Welcome to episode 45 of the financially free journey podcast and I am your host Courtney dyer.

Welcome back to the financially free journey podcast where we aim to dispel the seemingly complex topic of personal finances, money management, debt, savings, investing and even retirement. And in todays episode we are going to be covering how to choose the best investments for you.

This episodes topic was chosen after a listen wrote me an email which is financiallyfreejourneypodcast@gmail.com and asked the following question:

“Hi Courtney! I would really appreciate if you would cover how to go about picking the best investments for yourself individually. I have been doing a lot of research and understand some of the basics but I feel like I just cant grasp if the options that I think are right for me…are actually right for me. I am terrified of picking the wrong investments and messing up. Please explain”!

This is a great question and is a pretty common predicament that many of us find ourselves in. It can be human nature to tend to over anaylize. Have you ever heard of the saying “paralysis by analysis”? This is where you think about and research something so much and you have so many options and choses to choose from that you end up not making a choice at all.

This is a predicament that we can find ourselves in throughout many different facets of our lives, and especially when it comes to our money.

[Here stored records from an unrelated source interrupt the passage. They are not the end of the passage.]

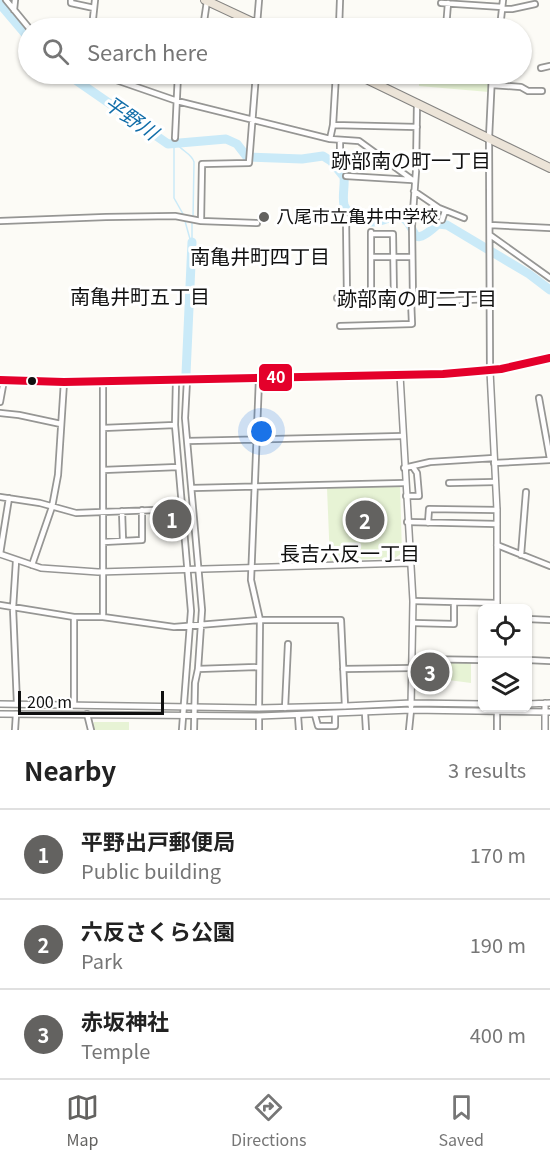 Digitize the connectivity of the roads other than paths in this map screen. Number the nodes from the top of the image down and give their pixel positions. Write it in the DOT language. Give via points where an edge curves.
graph roads {
  1 [pos="6,0"];
  2 [pos="15,0"];
  3 [pos="72,0"];
  4 [pos="95,0"];
  5 [pos="206,0"];
  6 [pos="259,0"];
  7 [pos="340,0"];
  8 [pos="503,0"];
  9 [pos="441,3"];
  10 [pos="448,3"];
  11 [pos="535,4"];
  12 [pos="94,8"];
  13 [pos="502,8"];
  14 [pos="14,10"];
  15 [pos="21,18"];
  16 [pos="93,18"];
  17 [pos="204,18"];
  18 [pos="242,18"];
  19 [pos="260,18"];
  20 [pos="339,18"];
  21 [pos="447,18"];
  22 [pos="501,18"];
  23 [pos="550,66"];
  24 [pos="541,68"];
  25 [pos="128,84"];
  26 [pos="178,84"];
  27 [pos="255,84"];
  28 [pos="335,84"];
  29 [pos="377,84"];
  30 [pos="492,85"];
  31 [pos="542,91"];
  32 [pos="177,101"];
  33 [pos="417,103"];
  34 [pos="252,120"];
  35 [pos="333,125"];
  36 [pos="417,127"];
  37 [pos="175,138"];
  38 [pos="489,138"];
  39 [pos="330,139"];
  40 [pos="340,140"];
  41 [pos="383,159"];
  42 [pos="550,168"];
  43 [pos="346,177"];
  44 [pos="413,181"];
  45 [pos="414,191"];
  46 [pos="445,211"];
  47 [pos="346,218"];
  48 [pos="464,218"];
  49 [pos="442,220"];
  50 [pos="0,221"];
  51 [pos="201,221"];
  52 [pos="257,223"];
  53 [pos="490,225"];
  54 [pos="550,228"];
  55 [pos="490,235"];
  56 [pos="371,257"];
  57 [pos="393,257"];
  58 [pos="412,257"];
  59 [pos="550,278"];
  60 [pos="337,298"];
  61 [pos="347,298"];
  62 [pos="371,299"];
  63 [pos="490,299"];
  64 [pos="394,300"];
  65 [pos="412,300"];
  66 [pos="340,326"];
  67 [pos="550,358"];
  68 [pos="490,371"];
  69 [pos="400,375"];
  70 [pos="259,379"];
  71 [pos="2,380"];
  72 [pos="187,380"];
  73 [pos="176,381"];
  74 [pos="64,382"];
  75 [pos="103,382"];
  76 [pos="539,398"];
  77 [pos="0,402"];
  78 [pos="0,413"];
  79 [pos="61,424"];
  80 [pos="175,425"];
  81 [pos="103,428"];
  82 [pos="403,436"];
  83 [pos="257,440"];
  84 [pos="188,441"];
  85 [pos="550,460"];
  86 [pos="494,461"];
  87 [pos="178,467"];
  88 [pos="413,467"];
  89 [pos="404,468"];
  90 [pos="103,470"];
  91 [pos="495,482"];
  92 [pos="405,483"];
  93 [pos="449,483"];
  94 [pos="255,486"];
  95 [pos="192,488"];
  96 [pos="526,492"];
  97 [pos="406,496"];
  98 [pos="0,497"];
  99 [pos="9,498"];
  100 [pos="52,507"];
  101 [pos="182,509"];
  102 [pos="141,510"];
  103 [pos="496,510"];
  104 [pos="122,511"];
  105 [pos="103,512"];
  106 [pos="407,522"];
  107 [pos="428,523"];
  108 [pos="497,524"];
  109 [pos="123,541"];
  110 [pos="103,542"];
  111 [pos="497,545"];
  112 [pos="0,554"];
  113 [pos="521,555"];
  114 [pos="16,561"];
  115 [pos="410,563"];
  116 [pos="32,565"];
  117 [pos="550,566"];
  118 [pos="198,568"];
  119 [pos="252,568"];
  120 [pos="187,569"];
  121 [pos="103,572"];
  122 [pos="413,601"];
  123 [pos="454,602"];
  124 [pos="478,604"];
  125 [pos="497,604"];
  126 [pos="0,605"];
  127 [pos="13,608"];
  128 [pos="74,617"];
  129 [pos="103,617"];
  130 [pos="532,619"];
  131 [pos="260,620"];
  132 [pos="550,620"];
  133 [pos="413,623"];
  134 [pos="200,626"];
  135 [pos="190,627"];
  136 [pos="288,644"];
  137 [pos="413,659"];
  138 [pos="478,660"];
  139 [pos="532,660"];
  140 [pos="550,661"];
  141 [pos="259,667"];
  142 [pos="413,668"];
  143 [pos="198,669"];
  144 [pos="343,669"];
  145 [pos="412,702"];
  146 [pos="548,703"];
  147 [pos="0,704"];
  148 [pos="17,704"];
  149 [pos="478,704"];
  150 [pos="532,704"];
  151 [pos="74,705"];
  152 [pos="345,706"];
  153 [pos="184,707"];
  154 [pos="194,708"];
  155 [pos="259,708"];
  156 [pos="285,708"];
  157 [pos="411,710"];
  158 [pos="478,712"];
  159 [pos="496,712"];
  160 [pos="532,712"];
  161 [pos="548,712"];
  162 [pos="365,713"];
  163 [pos="0,714"];
  164 [pos="16,714"];
  165 [pos="87,714"];
  166 [pos="335,714"];
  167 [pos="315,715"];
  168 [pos="183,716"];
  169 [pos="194,716"];
  170 [pos="259,716"];
  171 [pos="298,716"];
  172 [pos="15,730"];
  173 [pos="91,730"];
  174 [pos="182,730"];
  175 [pos="194,730"];
  176 [pos="259,730"];
  177 [pos="299,730"];
  178 [pos="366,730"];
  179 [pos="409,730"];
  180 [pos="497,730"];
  181 [pos="545,730"];
  1 -- 14 [label="street"];
  2 -- 14 [label="street"];
  3 -- 12 [label="street" via="71,3"];
  4 -- 12 [label="street"];
  5 -- 17 [label="street"];
  5 -- 18 [label="highway"];
  6 -- 19 [label="street"];
  7 -- 20 [label="street"];
  8 -- 13 [label="street"];
  9 -- 10 [label="street"];
  10 -- 13 [label="street"];
  10 -- 21 [label="street"];
  11 -- 13 [label="street"];
  12 -- 16 [label="street"];
  13 -- 22 [label="street"];
  14 -- 15 [label="street"];
  23 -- 24 [label="street"];
  25 -- 32 [label="street"];
  26 -- 32 [label="street"];
  27 -- 34 [label="street"];
  28 -- 35 [label="street"];
  29 -- 33 [label="highway"];
  30 -- 31 [label="street"];
  30 -- 38 [label="street"];
  32 -- 34 [label="street"];
  32 -- 37 [label="street"];
  33 -- 36 [label="street"];
  33 -- 38 [label="highway"];
  34 -- 39 [label="street"];
  34 -- 51 [label="street" via="249,163 202,164"];
  35 -- 36 [label="street"];
  35 -- 39 [label="street"];
  36 -- 44 [label="street"];
  38 -- 42 [label="highway"];
  38 -- 53 [label="street"];
  39 -- 40 [label="street"];
  40 -- 41 [label="street" via="359,141"];
  40 -- 41 [label="street" via="342,159"];
  41 -- 44 [label="street"];
  43 -- 44 [label="street"];
  44 -- 45 [label="street"];
  45 -- 46 [label="street"];
  45 -- 58 [label="street"];
  46 -- 48 [label="street"];
  46 -- 49 [label="street"];
  47 -- 61 [label="street"];
  50 -- 51 [label="street" via="175,216"];
  51 -- 52 [label="street"];
  53 -- 54 [label="street"];
  53 -- 55 [label="street"];
  55 -- 59 [label="street"];
  55 -- 63 [label="street"];
  56 -- 57 [label="street"];
  56 -- 57 [label="street" via="371,233 393,234"];
  56 -- 62 [label="street"];
  57 -- 58 [label="street"];
  57 -- 64 [label="street"];
  58 -- 65 [label="street"];
  60 -- 61 [label="street"];
  61 -- 62 [label="street"];
  62 -- 64 [label="street"];
  63 -- 65 [label="street"];
  63 -- 68 [label="street"];
  64 -- 65 [label="street"];
  65 -- 66 [label="street" via="412,324"];
  67 -- 68 [label="street"];
  68 -- 69 [label="street"];
  68 -- 86 [label="street"];
  69 -- 70 [label="street"];
  69 -- 82 [label="street"];
  70 -- 72 [label="street"];
  70 -- 83 [label="street"];
  71 -- 74 [label="street"];
  71 -- 77 [label="street"];
  72 -- 73 [label="street"];
  72 -- 84 [label="street"];
  73 -- 75 [label="street"];
  73 -- 80 [label="street"];
  74 -- 75 [label="street"];
  74 -- 79 [label="street"];
  75 -- 81 [label="street"];
  76 -- 85 [label="street"];
  78 -- 79 [label="street"];
  79 -- 100 [label="street"];
  80 -- 81 [label="street"];
  80 -- 87 [label="street"];
  81 -- 90 [label="street"];
  82 -- 83 [label="street"];
  82 -- 89 [label="street"];
  83 -- 84 [label="street"];
  83 -- 94 [label="street"];
  84 -- 95 [label="street"];
  85 -- 86 [label="street"];
  86 -- 88 [label="street" via="430,462"];
  86 -- 91 [label="street"];
  87 -- 90 [label="street"];
  87 -- 101 [label="street"];
  88 -- 89 [label="street"];
  88 -- 97 [label="street" via="419,496"];
  89 -- 92 [label="street"];
  90 -- 105 [label="street"];
  91 -- 93 [label="street"];
  91 -- 103 [label="street"];
  92 -- 94 [label="street"];
  92 -- 97 [label="street"];
  94 -- 95 [label="street"];
  94 -- 119 [label="street"];
  95 -- 118 [label="street"];
  96 -- 113 [label="street"];
  97 -- 106 [label="street"];
  98 -- 99 [label="street"];
  99 -- 100 [label="street"];
  99 -- 112 [label="street"];
  100 -- 105 [label="street" via="76,513"];
  100 -- 116 [label="street"];
  101 -- 102 [label="street"];
  101 -- 120 [label="street"];
  102 -- 104 [label="street"];
  102 -- 109 [label="street" via="142,540"];
  103 -- 107 [label="street" via="429,509"];
  103 -- 108 [label="street"];
  104 -- 105 [label="street"];
  104 -- 109 [label="street"];
  105 -- 110 [label="street"];
  106 -- 107 [label="street"];
  106 -- 115 [label="street"];
  107 -- 108 [label="street"];
  108 -- 111 [label="street"];
  109 -- 110 [label="street"];
  110 -- 121 [label="street"];
  111 -- 113 [label="street"];
  111 -- 125 [label="street"];
  112 -- 114 [label="street"];
  113 -- 117 [label="street"];
  114 -- 116 [label="street"];
  114 -- 127 [label="street"];
  115 -- 119 [label="street"];
  115 -- 122 [label="street"];
  116 -- 121 [label="street"];
  118 -- 119 [label="street"];
  118 -- 120 [label="street"];
  118 -- 134 [label="street"];
  119 -- 131 [label="street"];
  120 -- 121 [label="street"];
  120 -- 135 [label="street"];
  121 -- 129 [label="street"];
  122 -- 123 [label="street"];
  122 -- 133 [label="street"];
  123 -- 124 [label="street"];
  123 -- 133 [label="street" via="454,624"];
  126 -- 127 [label="street"];
  127 -- 128 [label="street"];
  127 -- 148 [label="street"];
  128 -- 129 [label="street"];
  128 -- 151 [label="street"];
  129 -- 135 [label="street"];
  130 -- 132 [label="street"];
  131 -- 134 [label="street"];
  131 -- 141 [label="street"];
  131 -- 144 [label="street" via="341,620"];
  133 -- 137 [label="street"];
  134 -- 135 [label="street"];
  134 -- 143 [label="street"];
  135 -- 153 [label="street"];
  136 -- 156 [label="street"];
  137 -- 138 [label="street"];
  137 -- 142 [label="street"];
  139 -- 140 [label="street"];
  141 -- 143 [label="street"];
  141 -- 155 [label="street"];
  142 -- 144 [label="street"];
  142 -- 145 [label="street"];
  143 -- 154 [label="street"];
  144 -- 152 [label="street"];
  145 -- 149 [label="street"];
  145 -- 152 [label="street"];
  145 -- 157 [label="street"];
  146 -- 150 [label="street"];
  146 -- 161 [label="street"];
  147 -- 148 [label="street"];
  148 -- 151 [label="street"];
  151 -- 153 [label="street"];
  152 -- 156 [label="street"];
  153 -- 154 [label="street"];
  153 -- 168 [label="street"];
  154 -- 155 [label="street"];
  154 -- 169 [label="street"];
  155 -- 156 [label="street"];
  157 -- 158 [label="street"];
  157 -- 162 [label="street"];
  157 -- 179 [label="street"];
  159 -- 180 [label="street"];
  160 -- 161 [label="street"];
  161 -- 181 [label="street"];
  162 -- 166 [label="street"];
  162 -- 178 [label="street"];
  163 -- 164 [label="street"];
  164 -- 165 [label="street"];
  164 -- 172 [label="street"];
  165 -- 168 [label="street"];
  165 -- 173 [label="street"];
  166 -- 167 [label="street"];
  166 -- 167 [label="street" via="335,726 318,726"];
  167 -- 171 [label="street"];
  168 -- 169 [label="street"];
  168 -- 174 [label="street"];
  169 -- 170 [label="street"];
  169 -- 175 [label="street"];
  170 -- 171 [label="street"];
  170 -- 176 [label="street"];
  171 -- 177 [label="street"];
}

Making the right investment decisions IS an important choice to make and you should absolutely not do it without being informed and making the decision with all of the information you need to make the best decision.

The issue here is that a lot of people don’t know WHAT they should be researching or WHERE to find the information.

In this episode, I am going to break down some things that you need to consider and make sure you understand about investing prior to making your investment decisions. For most of us, your investing for big goals like retirement. These big goals you are saving and investing for are too important to jump into as an ill-informed investor. Its important to take the time to research your options and decide whats important to you…but it is also equally as important to take action on the information that you gather.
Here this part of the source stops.